__What to work on__: Please reproduce the listing in its entirety, exactly as written, but without images.

****

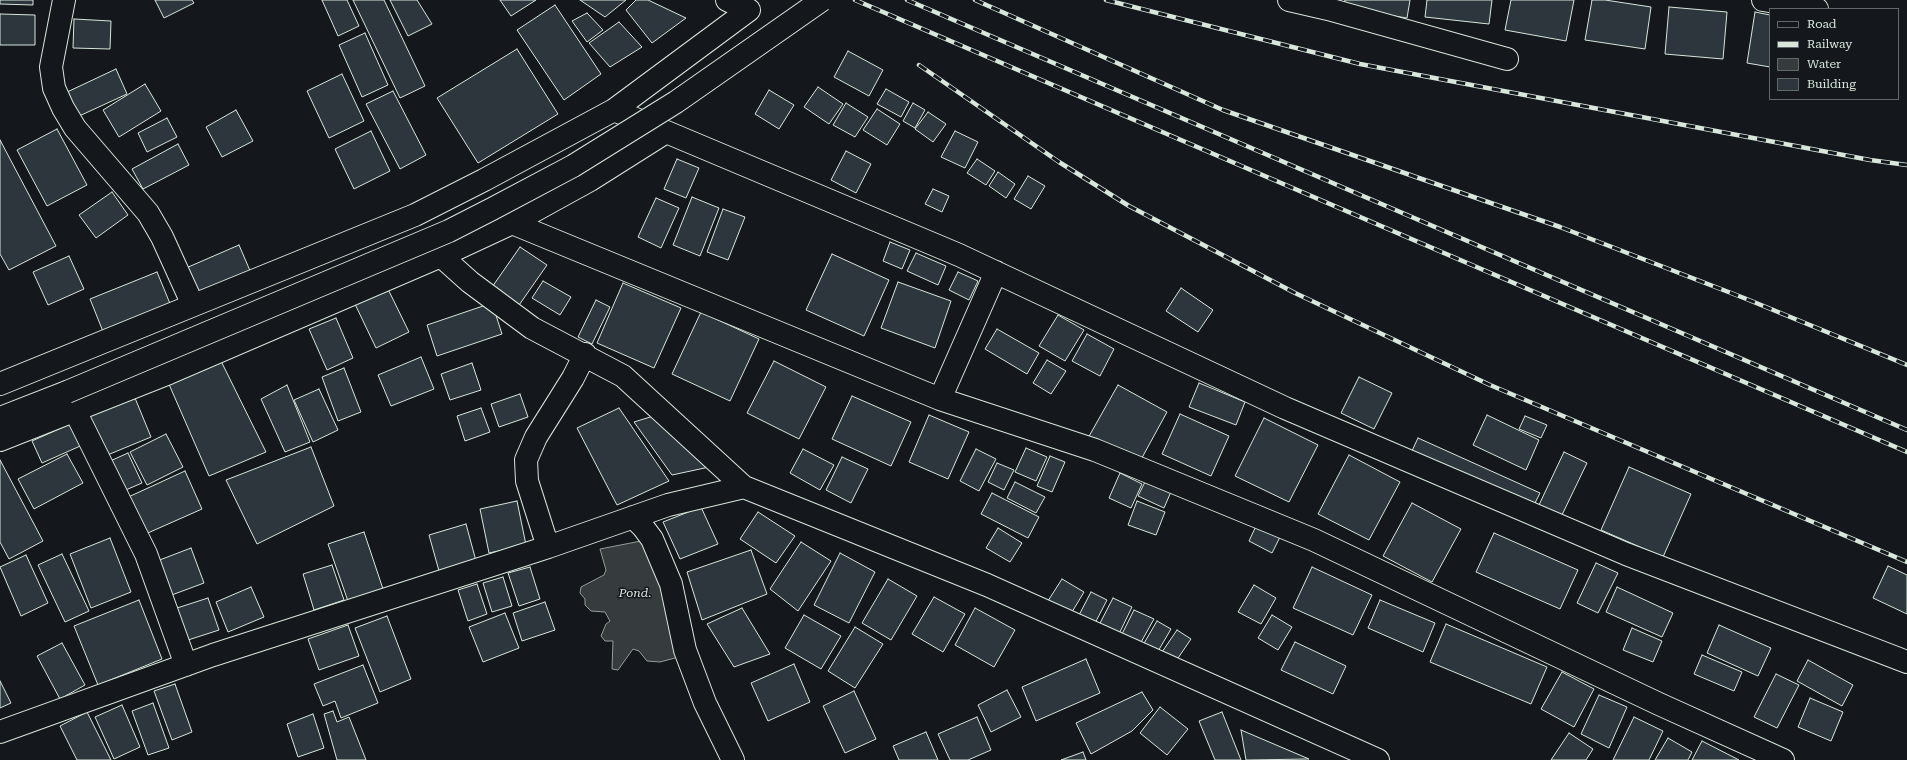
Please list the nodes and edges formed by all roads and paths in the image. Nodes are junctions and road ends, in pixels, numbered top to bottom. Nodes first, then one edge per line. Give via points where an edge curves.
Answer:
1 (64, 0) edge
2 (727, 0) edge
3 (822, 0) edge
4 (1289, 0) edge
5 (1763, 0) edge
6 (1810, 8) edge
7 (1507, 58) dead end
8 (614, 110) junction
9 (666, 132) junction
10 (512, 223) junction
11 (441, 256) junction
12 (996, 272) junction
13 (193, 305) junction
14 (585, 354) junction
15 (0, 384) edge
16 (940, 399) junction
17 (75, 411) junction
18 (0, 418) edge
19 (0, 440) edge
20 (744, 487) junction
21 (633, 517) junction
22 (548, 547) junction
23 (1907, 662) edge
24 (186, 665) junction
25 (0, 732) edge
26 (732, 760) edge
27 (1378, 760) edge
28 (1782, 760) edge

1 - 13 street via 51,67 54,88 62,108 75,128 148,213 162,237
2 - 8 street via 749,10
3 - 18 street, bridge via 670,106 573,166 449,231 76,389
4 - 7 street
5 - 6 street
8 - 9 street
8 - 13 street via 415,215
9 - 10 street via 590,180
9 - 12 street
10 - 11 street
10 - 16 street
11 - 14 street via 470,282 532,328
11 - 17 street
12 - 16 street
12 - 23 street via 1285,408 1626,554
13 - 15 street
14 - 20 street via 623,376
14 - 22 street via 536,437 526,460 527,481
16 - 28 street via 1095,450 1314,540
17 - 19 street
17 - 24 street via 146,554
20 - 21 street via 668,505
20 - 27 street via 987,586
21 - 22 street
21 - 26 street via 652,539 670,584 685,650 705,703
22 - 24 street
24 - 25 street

****

__Your response__:
Please list the nodes and edges formed by all roads and paths in the image. Nodes are junctions and road ends, in pixels, numbered top to bottom. Nodes first, then one edge per line. Give via points where an edge curves.
Answer:
1 (64, 0) edge
2 (727, 0) edge
3 (822, 0) edge
4 (1289, 0) edge
5 (1763, 0) edge
6 (1810, 8) edge
7 (1507, 58) dead end
8 (614, 110) junction
9 (666, 132) junction
10 (512, 223) junction
11 (441, 256) junction
12 (996, 272) junction
13 (193, 305) junction
14 (585, 354) junction
15 (0, 384) edge
16 (940, 399) junction
17 (75, 411) junction
18 (0, 418) edge
19 (0, 440) edge
20 (744, 487) junction
21 (633, 517) junction
22 (548, 547) junction
23 (1907, 662) edge
24 (186, 665) junction
25 (0, 732) edge
26 (732, 760) edge
27 (1378, 760) edge
28 (1782, 760) edge

1 - 13 street via 51,67 54,88 62,108 75,128 148,213 162,237
2 - 8 street via 749,10
3 - 18 street, bridge via 670,106 573,166 449,231 76,389
4 - 7 street
5 - 6 street
8 - 9 street
8 - 13 street via 415,215
9 - 10 street via 590,180
9 - 12 street
10 - 11 street
10 - 16 street
11 - 14 street via 470,282 532,328
11 - 17 street
12 - 16 street
12 - 23 street via 1285,408 1626,554
13 - 15 street
14 - 20 street via 623,376
14 - 22 street via 536,437 526,460 527,481
16 - 28 street via 1095,450 1314,540
17 - 19 street
17 - 24 street via 146,554
20 - 21 street via 668,505
20 - 27 street via 987,586
21 - 22 street
21 - 26 street via 652,539 670,584 685,650 705,703
22 - 24 street
24 - 25 street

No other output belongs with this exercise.